EXERCISE REQUIREMENTS >> Note every line in the entries that contains the string "DRIVE", and copy it.

Dataset entries:
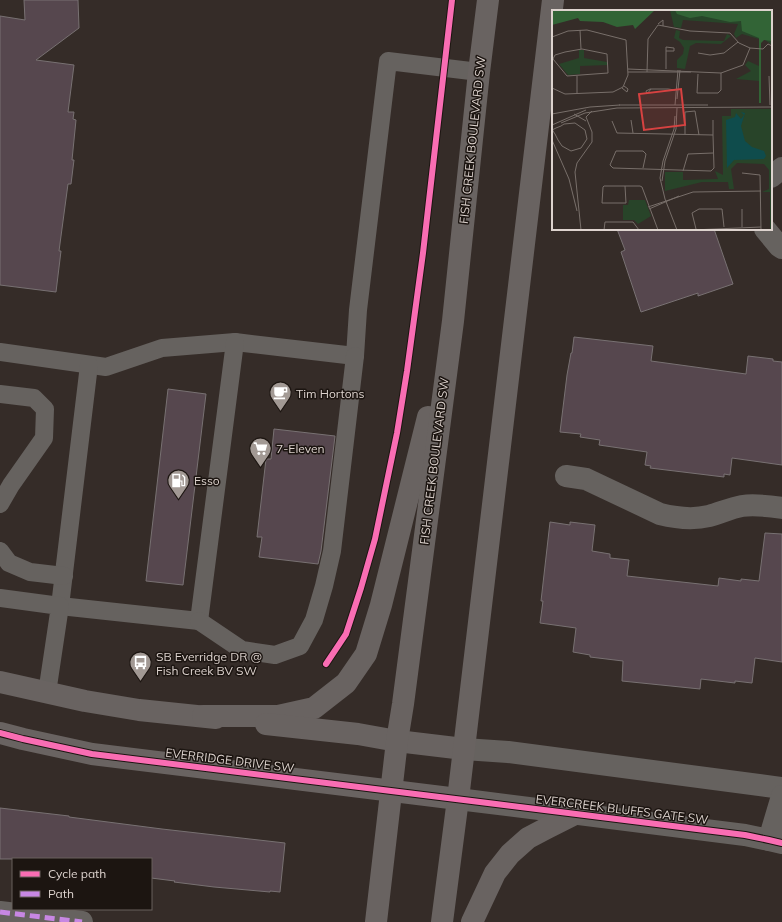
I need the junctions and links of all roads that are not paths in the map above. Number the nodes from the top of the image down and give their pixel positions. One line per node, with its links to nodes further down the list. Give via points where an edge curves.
1 (488, 0): 3 (main road, FISH CREEK BOULEVARD SW)
2 (553, 0): 27 (main road)
3 (479, 72): 8 (main road, FISH CREEK BOULEVARD SW); 11 (lane, via 388,61 358,310)
4 (782, 168): 5 (street)
5 (772, 176)
6 (766, 230): 7 (street)
7 (782, 248)
8 (453, 320): 24 (main road, via 381,605 366,654 346,683 314,708 278,716); 26 (main road, FISH CREEK BOULEVARD SW)
9 (235, 342): 11 (lane); 12 (lane, via 162,348 106,367); 21 (lane)
10 (0, 352): 12 (lane)
11 (355, 356): 21 (lane, via 332,551 314,620 300,646 275,655 242,650)
12 (89, 365): 18 (lane)
13 (0, 394): 15 (lane, via 34,398 45,409 44,438)
14 (566, 476): 16 (street, via 586,479 660,514 672,517 707,516 741,506)
15 (0, 504)
16 (782, 508)
17 (0, 551): 18 (lane, via 9,563 30,572)
18 (64, 576): 20 (lane)
19 (0, 598): 20 (lane)
20 (60, 606): 21 (lane); 23 (lane)
21 (200, 620)
22 (0, 682): 23 (main road)
23 (47, 693): 24 (main road, via 139,710)
24 (203, 716): 26 (main road)
25 (0, 733): 29 (main road, EVERRIDGE DRIVE SW, via 92,754)
26 (397, 741): 27 (main road); 29 (main road, FISH CREEK BOULEVARD SW)
27 (464, 749): 28 (street, via 508,752); 31 (main road)
28 (782, 788)
29 (391, 791): 31 (main road, EVERRIDGE DRIVE SW); 36 (main road, FISH CREEK BOULEVARD SW)
30 (782, 796): 33 (street)
31 (458, 799): 32 (street, EVERCREEK BLUFFS GATE SW); 37 (main road)
32 (575, 814): 33 (street, EVERCREEK BLUFFS GATE SW); 38 (main road, via 528,838 510,854 495,873)
33 (776, 841)
34 (0, 912): 35 (street)
35 (82, 922)
36 (376, 922)
37 (442, 922)
38 (472, 922)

RESPONSE >>
25 (0, 733): 29 (main road, EVERRIDGE DRIVE SW, via 92,754)
29 (391, 791): 31 (main road, EVERRIDGE DRIVE SW); 36 (main road, FISH CREEK BOULEVARD SW)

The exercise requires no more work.